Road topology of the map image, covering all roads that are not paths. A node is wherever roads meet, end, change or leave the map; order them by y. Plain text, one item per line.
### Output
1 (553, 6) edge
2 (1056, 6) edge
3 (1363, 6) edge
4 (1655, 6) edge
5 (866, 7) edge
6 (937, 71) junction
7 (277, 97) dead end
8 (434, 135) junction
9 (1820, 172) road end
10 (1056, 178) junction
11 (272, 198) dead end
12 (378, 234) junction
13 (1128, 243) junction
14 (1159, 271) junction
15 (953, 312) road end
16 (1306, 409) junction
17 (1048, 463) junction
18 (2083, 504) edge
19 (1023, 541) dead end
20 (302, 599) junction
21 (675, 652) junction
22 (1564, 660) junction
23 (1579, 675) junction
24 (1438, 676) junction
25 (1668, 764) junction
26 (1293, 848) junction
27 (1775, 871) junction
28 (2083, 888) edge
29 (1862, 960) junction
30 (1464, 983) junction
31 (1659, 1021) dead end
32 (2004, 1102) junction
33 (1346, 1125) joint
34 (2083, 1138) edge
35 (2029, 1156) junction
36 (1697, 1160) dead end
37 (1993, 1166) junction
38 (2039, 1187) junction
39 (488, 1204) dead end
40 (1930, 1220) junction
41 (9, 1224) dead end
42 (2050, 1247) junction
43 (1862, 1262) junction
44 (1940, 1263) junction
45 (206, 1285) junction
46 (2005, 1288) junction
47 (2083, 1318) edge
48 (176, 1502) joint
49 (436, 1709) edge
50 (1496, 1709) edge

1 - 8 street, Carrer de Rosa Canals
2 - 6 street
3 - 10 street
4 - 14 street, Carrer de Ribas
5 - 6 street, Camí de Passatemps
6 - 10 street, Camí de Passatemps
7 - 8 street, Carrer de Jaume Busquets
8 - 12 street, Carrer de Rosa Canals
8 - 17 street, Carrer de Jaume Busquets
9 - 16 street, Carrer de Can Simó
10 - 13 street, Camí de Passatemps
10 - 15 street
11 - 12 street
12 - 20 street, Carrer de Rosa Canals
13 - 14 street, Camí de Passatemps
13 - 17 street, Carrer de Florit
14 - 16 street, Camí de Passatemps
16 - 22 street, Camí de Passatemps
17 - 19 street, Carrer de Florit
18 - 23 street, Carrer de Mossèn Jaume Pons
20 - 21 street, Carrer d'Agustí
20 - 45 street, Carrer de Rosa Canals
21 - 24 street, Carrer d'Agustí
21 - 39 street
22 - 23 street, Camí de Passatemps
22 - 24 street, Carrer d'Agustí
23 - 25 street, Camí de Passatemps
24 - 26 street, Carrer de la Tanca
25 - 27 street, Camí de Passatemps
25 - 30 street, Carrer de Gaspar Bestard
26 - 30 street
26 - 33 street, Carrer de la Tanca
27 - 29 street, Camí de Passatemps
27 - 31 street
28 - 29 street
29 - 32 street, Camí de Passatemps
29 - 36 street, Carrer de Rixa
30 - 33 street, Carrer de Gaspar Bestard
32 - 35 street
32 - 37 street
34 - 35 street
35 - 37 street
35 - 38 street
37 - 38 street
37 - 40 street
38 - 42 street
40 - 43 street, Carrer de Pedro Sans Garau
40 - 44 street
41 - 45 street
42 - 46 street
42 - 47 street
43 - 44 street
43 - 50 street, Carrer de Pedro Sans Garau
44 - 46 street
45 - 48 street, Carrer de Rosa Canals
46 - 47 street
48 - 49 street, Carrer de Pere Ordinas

:::::

- _YOUR ASSIGNMENT_
Each record is to be restated word for word.

- _SOLUTION FOR THIS TASK_
Road topology of the map image, covering all roads that are not paths. A node is wherever roads meet, end, change or leave the map; order them by y. Plain text, one item per line.
### Output
1 (553, 6) edge
2 (1056, 6) edge
3 (1363, 6) edge
4 (1655, 6) edge
5 (866, 7) edge
6 (937, 71) junction
7 (277, 97) dead end
8 (434, 135) junction
9 (1820, 172) road end
10 (1056, 178) junction
11 (272, 198) dead end
12 (378, 234) junction
13 (1128, 243) junction
14 (1159, 271) junction
15 (953, 312) road end
16 (1306, 409) junction
17 (1048, 463) junction
18 (2083, 504) edge
19 (1023, 541) dead end
20 (302, 599) junction
21 (675, 652) junction
22 (1564, 660) junction
23 (1579, 675) junction
24 (1438, 676) junction
25 (1668, 764) junction
26 (1293, 848) junction
27 (1775, 871) junction
28 (2083, 888) edge
29 (1862, 960) junction
30 (1464, 983) junction
31 (1659, 1021) dead end
32 (2004, 1102) junction
33 (1346, 1125) joint
34 (2083, 1138) edge
35 (2029, 1156) junction
36 (1697, 1160) dead end
37 (1993, 1166) junction
38 (2039, 1187) junction
39 (488, 1204) dead end
40 (1930, 1220) junction
41 (9, 1224) dead end
42 (2050, 1247) junction
43 (1862, 1262) junction
44 (1940, 1263) junction
45 (206, 1285) junction
46 (2005, 1288) junction
47 (2083, 1318) edge
48 (176, 1502) joint
49 (436, 1709) edge
50 (1496, 1709) edge

1 - 8 street, Carrer de Rosa Canals
2 - 6 street
3 - 10 street
4 - 14 street, Carrer de Ribas
5 - 6 street, Camí de Passatemps
6 - 10 street, Camí de Passatemps
7 - 8 street, Carrer de Jaume Busquets
8 - 12 street, Carrer de Rosa Canals
8 - 17 street, Carrer de Jaume Busquets
9 - 16 street, Carrer de Can Simó
10 - 13 street, Camí de Passatemps
10 - 15 street
11 - 12 street
12 - 20 street, Carrer de Rosa Canals
13 - 14 street, Camí de Passatemps
13 - 17 street, Carrer de Florit
14 - 16 street, Camí de Passatemps
16 - 22 street, Camí de Passatemps
17 - 19 street, Carrer de Florit
18 - 23 street, Carrer de Mossèn Jaume Pons
20 - 21 street, Carrer d'Agustí
20 - 45 street, Carrer de Rosa Canals
21 - 24 street, Carrer d'Agustí
21 - 39 street
22 - 23 street, Camí de Passatemps
22 - 24 street, Carrer d'Agustí
23 - 25 street, Camí de Passatemps
24 - 26 street, Carrer de la Tanca
25 - 27 street, Camí de Passatemps
25 - 30 street, Carrer de Gaspar Bestard
26 - 30 street
26 - 33 street, Carrer de la Tanca
27 - 29 street, Camí de Passatemps
27 - 31 street
28 - 29 street
29 - 32 street, Camí de Passatemps
29 - 36 street, Carrer de Rixa
30 - 33 street, Carrer de Gaspar Bestard
32 - 35 street
32 - 37 street
34 - 35 street
35 - 37 street
35 - 38 street
37 - 38 street
37 - 40 street
38 - 42 street
40 - 43 street, Carrer de Pedro Sans Garau
40 - 44 street
41 - 45 street
42 - 46 street
42 - 47 street
43 - 44 street
43 - 50 street, Carrer de Pedro Sans Garau
44 - 46 street
45 - 48 street, Carrer de Rosa Canals
46 - 47 street
48 - 49 street, Carrer de Pere Ordinas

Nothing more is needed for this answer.